:: SOURCE DATA

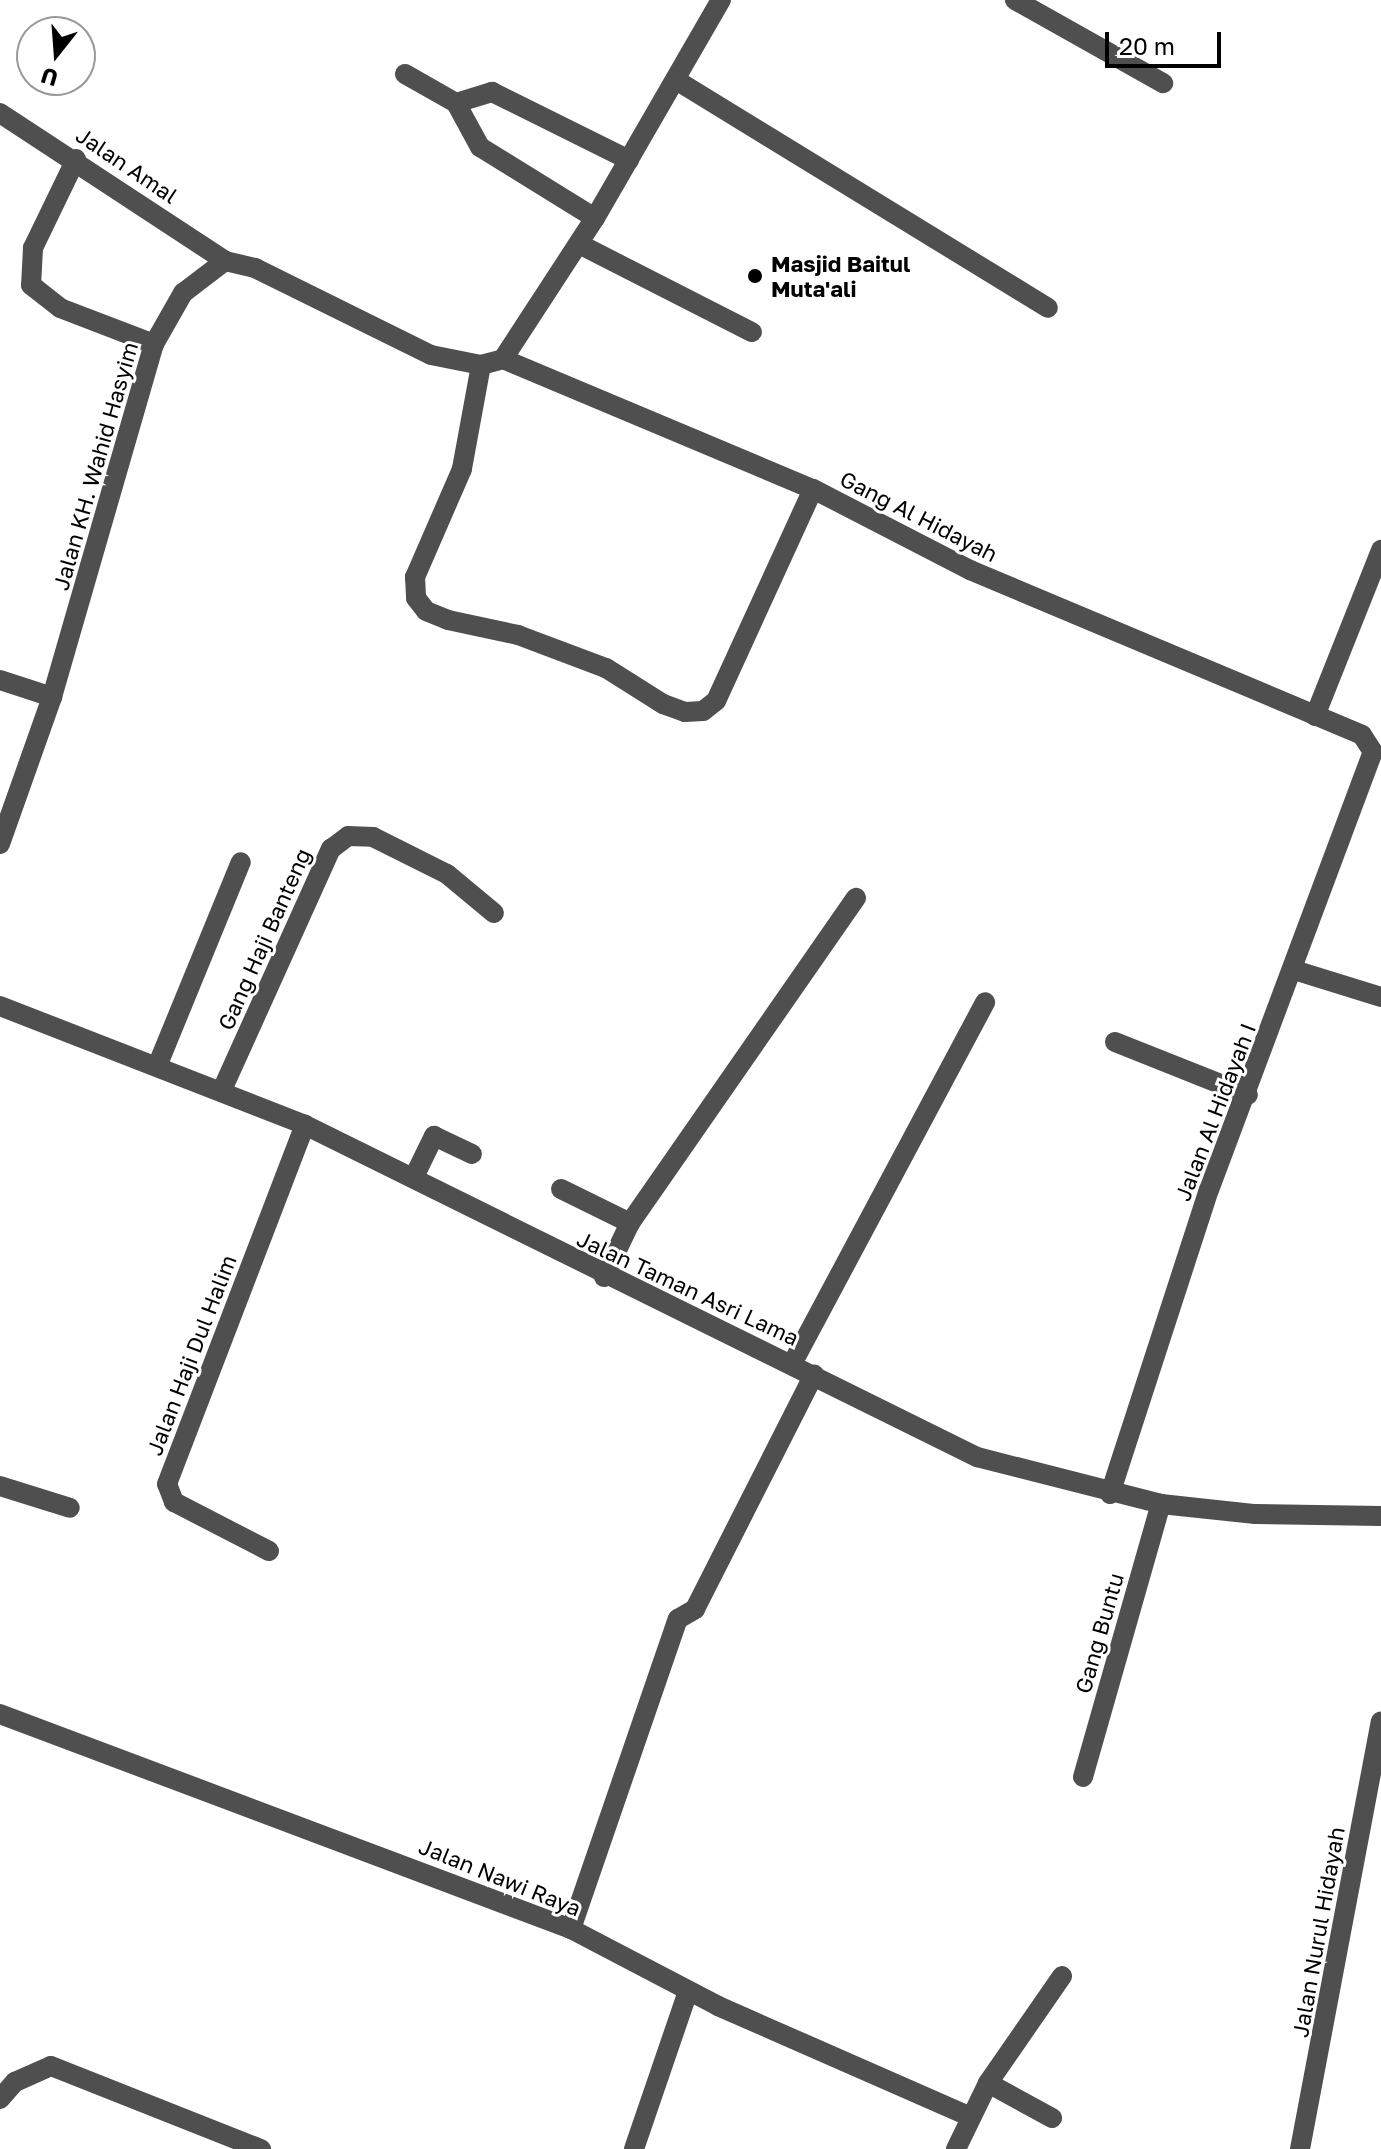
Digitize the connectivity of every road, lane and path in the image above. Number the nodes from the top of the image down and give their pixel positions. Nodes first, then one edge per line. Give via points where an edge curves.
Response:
1 (721, 0) edge
2 (1015, 0) edge
3 (405, 74) dead end
4 (676, 80) junction
5 (1163, 83) dead end
6 (456, 103) junction
7 (0, 113) edge
8 (76, 159) junction
9 (629, 160) junction
10 (595, 218) junction
11 (579, 244) junction
12 (225, 261) junction
13 (1048, 308) dead end
14 (752, 332) dead end
15 (154, 344) junction
16 (503, 359) junction
17 (481, 365) junction
18 (813, 489) junction
19 (1381, 550) edge
20 (0, 680) edge
21 (52, 697) junction
22 (1315, 716) junction
23 (1377, 753) edge
24 (0, 844) edge
25 (241, 862) dead end
26 (856, 898) dead end
27 (494, 913) dead end
28 (1294, 970) junction
29 (1381, 997) edge
30 (985, 1002) dead end
31 (0, 1006) edge
32 (1115, 1042) dead end
33 (158, 1064) junction
34 (222, 1090) junction
35 (1248, 1095) junction
36 (305, 1125) junction
37 (472, 1154) dead end
38 (414, 1177) junction
39 (561, 1189) dead end
40 (630, 1223) junction
41 (604, 1277) junction
42 (792, 1364) junction
43 (814, 1374) junction
44 (0, 1486) edge
45 (1110, 1494) junction
46 (1161, 1504) junction
47 (70, 1508) dead end
48 (1381, 1516) edge
49 (269, 1551) dead end
50 (0, 1714) edge
51 (1381, 1722) edge
52 (1083, 1777) dead end
53 (571, 1929) junction
54 (1062, 1976) dead end
55 (688, 1991) junction
56 (988, 2083) junction
57 (0, 2099) edge
58 (969, 2116) junction
59 (1052, 2118) dead end
60 (261, 2149) edge
61 (634, 2149) edge
62 (956, 2149) edge
63 (1300, 2149) edge

1 - 4 street
2 - 5 street
3 - 6 street
4 - 9 street
4 - 13 street
6 - 9 street via 492,92
6 - 10 street via 480,147
7 - 8 street, Jalan Amal
8 - 12 street, Jalan Amal
8 - 15 street via 33,248 31,285 70,313
9 - 10 street
10 - 11 street
11 - 14 street
11 - 16 street
12 - 15 street, Jalan KH. Wahid Hasyim via 183,293
12 - 17 street via 267,273 431,355
15 - 21 street, Jalan KH. Wahid Hasyim
16 - 17 street
16 - 18 street, Gang Al Hidayah
17 - 18 street via 462,469 415,577 416,598 426,611 448,620 518,635 606,668 663,704 685,712 703,711 716,701
18 - 22 street, Gang Al Hidayah via 970,570
19 - 22 street
20 - 21 street
21 - 24 street, Jalan KH. Wahid Hasyim
22 - 23 street, Gang Al Hidayah via 1362,735
23 - 28 street, Jalan Al Hidayah I
25 - 33 street
26 - 40 street
27 - 34 street, Gang Haji Banteng via 447,874 373,837 348,836 331,849
28 - 29 street
28 - 35 street, Jalan Al Hidayah I
30 - 42 street
31 - 33 street, Jalan Taman Asri Lama
32 - 35 street
33 - 34 street, Jalan Taman Asri Lama
34 - 36 street, Jalan Taman Asri Lama
35 - 45 street, Jalan Al Hidayah I via 1209,1190
36 - 38 street, Jalan Taman Asri Lama
36 - 49 street, Jalan Haji Dul Halim via 167,1484 174,1502
37 - 38 street via 434,1136
38 - 41 street, Jalan Taman Asri Lama
39 - 40 street
40 - 41 street
41 - 42 street, Jalan Taman Asri Lama
42 - 43 street, Jalan Taman Asri Lama
43 - 45 street, Jalan Taman Asri Lama via 977,1457
43 - 53 street via 695,1609 678,1619
44 - 47 street
45 - 46 street, Jalan Taman Asri Lama
46 - 48 street, Jalan Taman Asri Lama via 1255,1514
46 - 52 street, Gang Buntu
50 - 53 street, Jalan Nawi Raya
51 - 63 street, Jalan Nurul Hidayah
53 - 55 street, Jalan Nawi Raya
54 - 56 street via 1036,2021
55 - 58 street, Jalan Nawi Raya
55 - 61 street
56 - 58 street
56 - 59 street
57 - 60 street via 15,2082 51,2066
58 - 62 street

::::

TASK OBJECTIVE: Scan the records above for the word "Hasyim". Copy each line that has it.

ANSWER TO THIS EXERCISE:
12 - 15 street, Jalan KH. Wahid Hasyim via 183,293
15 - 21 street, Jalan KH. Wahid Hasyim
21 - 24 street, Jalan KH. Wahid Hasyim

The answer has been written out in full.